→ DESCRIPTION OF THE TASK
Report the count, and only the count, of lines in the records that include the word "Avenue".

→ Stored data entries
※

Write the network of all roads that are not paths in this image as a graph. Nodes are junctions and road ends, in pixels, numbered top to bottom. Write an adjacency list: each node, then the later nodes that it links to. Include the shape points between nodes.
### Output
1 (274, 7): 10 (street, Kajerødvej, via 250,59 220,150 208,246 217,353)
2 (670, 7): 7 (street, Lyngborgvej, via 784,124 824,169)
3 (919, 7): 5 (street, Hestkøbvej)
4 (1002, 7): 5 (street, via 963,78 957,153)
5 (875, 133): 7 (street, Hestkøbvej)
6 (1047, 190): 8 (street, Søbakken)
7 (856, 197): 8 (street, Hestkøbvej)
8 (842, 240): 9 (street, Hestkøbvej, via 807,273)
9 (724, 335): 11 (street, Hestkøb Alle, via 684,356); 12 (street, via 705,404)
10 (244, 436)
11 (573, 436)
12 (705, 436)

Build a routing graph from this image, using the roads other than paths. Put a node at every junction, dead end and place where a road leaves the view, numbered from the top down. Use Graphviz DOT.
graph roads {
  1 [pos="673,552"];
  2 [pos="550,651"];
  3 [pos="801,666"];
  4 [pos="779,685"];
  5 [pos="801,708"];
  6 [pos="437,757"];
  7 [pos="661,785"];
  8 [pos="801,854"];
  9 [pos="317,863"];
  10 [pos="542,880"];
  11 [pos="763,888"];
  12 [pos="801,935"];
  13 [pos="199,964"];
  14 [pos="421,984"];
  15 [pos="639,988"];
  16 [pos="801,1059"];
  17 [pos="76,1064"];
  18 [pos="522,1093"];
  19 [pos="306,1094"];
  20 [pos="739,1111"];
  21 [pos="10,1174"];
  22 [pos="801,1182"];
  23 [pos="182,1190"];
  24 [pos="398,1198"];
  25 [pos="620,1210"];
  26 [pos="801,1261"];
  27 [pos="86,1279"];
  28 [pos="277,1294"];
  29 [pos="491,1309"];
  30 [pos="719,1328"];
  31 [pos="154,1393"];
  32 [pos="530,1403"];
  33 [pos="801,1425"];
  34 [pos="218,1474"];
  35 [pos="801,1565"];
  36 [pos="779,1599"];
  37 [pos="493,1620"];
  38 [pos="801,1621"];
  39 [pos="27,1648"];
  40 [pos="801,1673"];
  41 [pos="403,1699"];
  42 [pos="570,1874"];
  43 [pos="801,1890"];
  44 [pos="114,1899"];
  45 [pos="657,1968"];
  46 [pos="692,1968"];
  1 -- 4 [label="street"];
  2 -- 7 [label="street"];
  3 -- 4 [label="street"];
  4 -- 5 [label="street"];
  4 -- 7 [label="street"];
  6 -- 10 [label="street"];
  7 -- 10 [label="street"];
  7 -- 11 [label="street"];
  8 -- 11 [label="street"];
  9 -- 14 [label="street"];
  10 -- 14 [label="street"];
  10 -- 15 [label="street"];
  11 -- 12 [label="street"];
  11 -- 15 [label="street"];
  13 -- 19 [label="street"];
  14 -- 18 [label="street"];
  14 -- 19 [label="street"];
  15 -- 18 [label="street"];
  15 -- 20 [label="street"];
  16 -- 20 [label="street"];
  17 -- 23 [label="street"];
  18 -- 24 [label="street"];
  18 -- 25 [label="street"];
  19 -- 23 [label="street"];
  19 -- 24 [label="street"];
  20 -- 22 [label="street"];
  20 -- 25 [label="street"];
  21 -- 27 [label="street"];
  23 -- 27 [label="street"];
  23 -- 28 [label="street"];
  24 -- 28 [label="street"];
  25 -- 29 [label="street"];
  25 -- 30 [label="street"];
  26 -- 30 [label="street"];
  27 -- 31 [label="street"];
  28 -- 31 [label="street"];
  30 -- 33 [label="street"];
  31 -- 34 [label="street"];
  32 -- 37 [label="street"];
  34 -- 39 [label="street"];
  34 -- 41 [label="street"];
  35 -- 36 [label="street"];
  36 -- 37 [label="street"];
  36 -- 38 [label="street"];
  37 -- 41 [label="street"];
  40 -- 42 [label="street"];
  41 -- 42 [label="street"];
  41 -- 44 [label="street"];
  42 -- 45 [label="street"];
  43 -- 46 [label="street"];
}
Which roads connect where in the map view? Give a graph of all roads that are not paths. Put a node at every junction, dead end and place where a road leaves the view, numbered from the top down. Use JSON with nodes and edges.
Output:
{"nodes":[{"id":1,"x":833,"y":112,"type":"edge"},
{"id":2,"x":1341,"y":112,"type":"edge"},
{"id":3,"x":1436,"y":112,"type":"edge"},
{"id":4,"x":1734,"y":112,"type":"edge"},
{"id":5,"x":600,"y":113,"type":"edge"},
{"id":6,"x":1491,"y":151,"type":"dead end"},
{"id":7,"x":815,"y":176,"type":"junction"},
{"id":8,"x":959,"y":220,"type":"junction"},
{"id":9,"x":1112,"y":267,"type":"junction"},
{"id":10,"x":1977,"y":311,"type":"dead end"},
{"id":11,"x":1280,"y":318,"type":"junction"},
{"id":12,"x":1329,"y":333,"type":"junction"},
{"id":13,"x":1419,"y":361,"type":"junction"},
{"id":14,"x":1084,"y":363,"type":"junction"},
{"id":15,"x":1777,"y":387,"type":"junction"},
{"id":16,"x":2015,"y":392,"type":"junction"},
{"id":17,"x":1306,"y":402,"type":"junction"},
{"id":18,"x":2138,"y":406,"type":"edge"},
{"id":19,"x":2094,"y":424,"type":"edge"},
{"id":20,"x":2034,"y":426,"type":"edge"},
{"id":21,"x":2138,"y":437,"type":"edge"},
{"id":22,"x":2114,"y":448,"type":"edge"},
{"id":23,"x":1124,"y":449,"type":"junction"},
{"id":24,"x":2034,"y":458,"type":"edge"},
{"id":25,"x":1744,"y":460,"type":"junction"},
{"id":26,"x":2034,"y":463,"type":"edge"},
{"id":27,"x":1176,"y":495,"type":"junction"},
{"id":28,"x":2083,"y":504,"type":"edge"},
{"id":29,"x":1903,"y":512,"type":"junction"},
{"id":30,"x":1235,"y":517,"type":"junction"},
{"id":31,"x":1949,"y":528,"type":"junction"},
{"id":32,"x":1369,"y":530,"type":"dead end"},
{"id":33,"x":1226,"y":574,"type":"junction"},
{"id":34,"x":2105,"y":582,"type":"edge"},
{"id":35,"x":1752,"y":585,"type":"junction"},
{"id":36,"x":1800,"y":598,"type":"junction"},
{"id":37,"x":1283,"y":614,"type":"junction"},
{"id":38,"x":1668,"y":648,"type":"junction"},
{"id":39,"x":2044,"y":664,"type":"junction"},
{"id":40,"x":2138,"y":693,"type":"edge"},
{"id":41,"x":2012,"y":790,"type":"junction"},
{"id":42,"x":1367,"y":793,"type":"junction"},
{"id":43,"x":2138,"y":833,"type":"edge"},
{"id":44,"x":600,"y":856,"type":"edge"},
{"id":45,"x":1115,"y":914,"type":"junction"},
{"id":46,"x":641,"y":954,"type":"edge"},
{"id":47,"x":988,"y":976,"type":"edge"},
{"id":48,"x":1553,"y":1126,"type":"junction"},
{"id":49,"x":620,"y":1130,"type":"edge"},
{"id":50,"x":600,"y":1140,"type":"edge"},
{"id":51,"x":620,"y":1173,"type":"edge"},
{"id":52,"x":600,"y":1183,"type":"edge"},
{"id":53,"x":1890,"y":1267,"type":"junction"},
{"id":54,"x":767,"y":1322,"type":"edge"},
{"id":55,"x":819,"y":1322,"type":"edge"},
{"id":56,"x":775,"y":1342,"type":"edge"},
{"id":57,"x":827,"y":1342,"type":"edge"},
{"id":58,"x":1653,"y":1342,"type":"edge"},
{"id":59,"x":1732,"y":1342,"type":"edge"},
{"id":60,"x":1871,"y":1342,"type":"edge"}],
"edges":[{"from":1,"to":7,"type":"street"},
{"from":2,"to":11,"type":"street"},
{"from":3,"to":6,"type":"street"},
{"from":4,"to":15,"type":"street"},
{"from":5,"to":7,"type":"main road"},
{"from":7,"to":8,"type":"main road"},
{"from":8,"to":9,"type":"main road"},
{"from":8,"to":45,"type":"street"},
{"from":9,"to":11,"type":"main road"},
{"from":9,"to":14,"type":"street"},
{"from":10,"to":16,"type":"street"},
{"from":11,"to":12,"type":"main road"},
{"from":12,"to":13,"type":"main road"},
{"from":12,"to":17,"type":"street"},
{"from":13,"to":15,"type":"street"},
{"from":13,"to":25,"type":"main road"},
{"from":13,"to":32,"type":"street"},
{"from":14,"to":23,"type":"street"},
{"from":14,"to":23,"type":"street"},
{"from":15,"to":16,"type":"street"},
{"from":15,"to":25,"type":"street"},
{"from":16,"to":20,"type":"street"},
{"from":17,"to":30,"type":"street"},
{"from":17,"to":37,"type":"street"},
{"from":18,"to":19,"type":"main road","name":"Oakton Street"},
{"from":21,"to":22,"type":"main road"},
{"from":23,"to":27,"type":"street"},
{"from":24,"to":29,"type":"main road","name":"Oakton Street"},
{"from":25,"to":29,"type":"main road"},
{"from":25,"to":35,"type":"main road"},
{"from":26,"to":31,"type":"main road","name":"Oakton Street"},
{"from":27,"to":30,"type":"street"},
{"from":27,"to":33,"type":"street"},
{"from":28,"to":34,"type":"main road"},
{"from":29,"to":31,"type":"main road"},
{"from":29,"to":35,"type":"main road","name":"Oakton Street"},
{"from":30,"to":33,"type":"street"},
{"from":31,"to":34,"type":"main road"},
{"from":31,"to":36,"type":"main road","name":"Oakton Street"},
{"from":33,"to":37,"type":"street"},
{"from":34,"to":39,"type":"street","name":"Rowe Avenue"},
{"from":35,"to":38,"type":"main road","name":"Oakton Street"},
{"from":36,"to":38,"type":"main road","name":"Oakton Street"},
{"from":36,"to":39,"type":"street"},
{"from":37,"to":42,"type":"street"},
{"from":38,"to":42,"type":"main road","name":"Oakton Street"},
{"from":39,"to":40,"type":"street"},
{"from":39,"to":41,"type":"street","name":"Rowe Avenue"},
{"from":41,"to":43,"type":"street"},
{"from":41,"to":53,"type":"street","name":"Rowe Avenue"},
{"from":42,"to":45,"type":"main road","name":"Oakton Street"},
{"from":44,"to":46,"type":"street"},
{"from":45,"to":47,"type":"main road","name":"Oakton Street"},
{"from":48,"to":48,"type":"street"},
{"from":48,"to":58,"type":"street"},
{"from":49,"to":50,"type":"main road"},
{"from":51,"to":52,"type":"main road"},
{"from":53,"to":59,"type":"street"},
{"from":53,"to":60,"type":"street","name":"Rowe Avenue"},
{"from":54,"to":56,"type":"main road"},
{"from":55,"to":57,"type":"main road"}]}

※

→ EXERCISE SOLUTION
4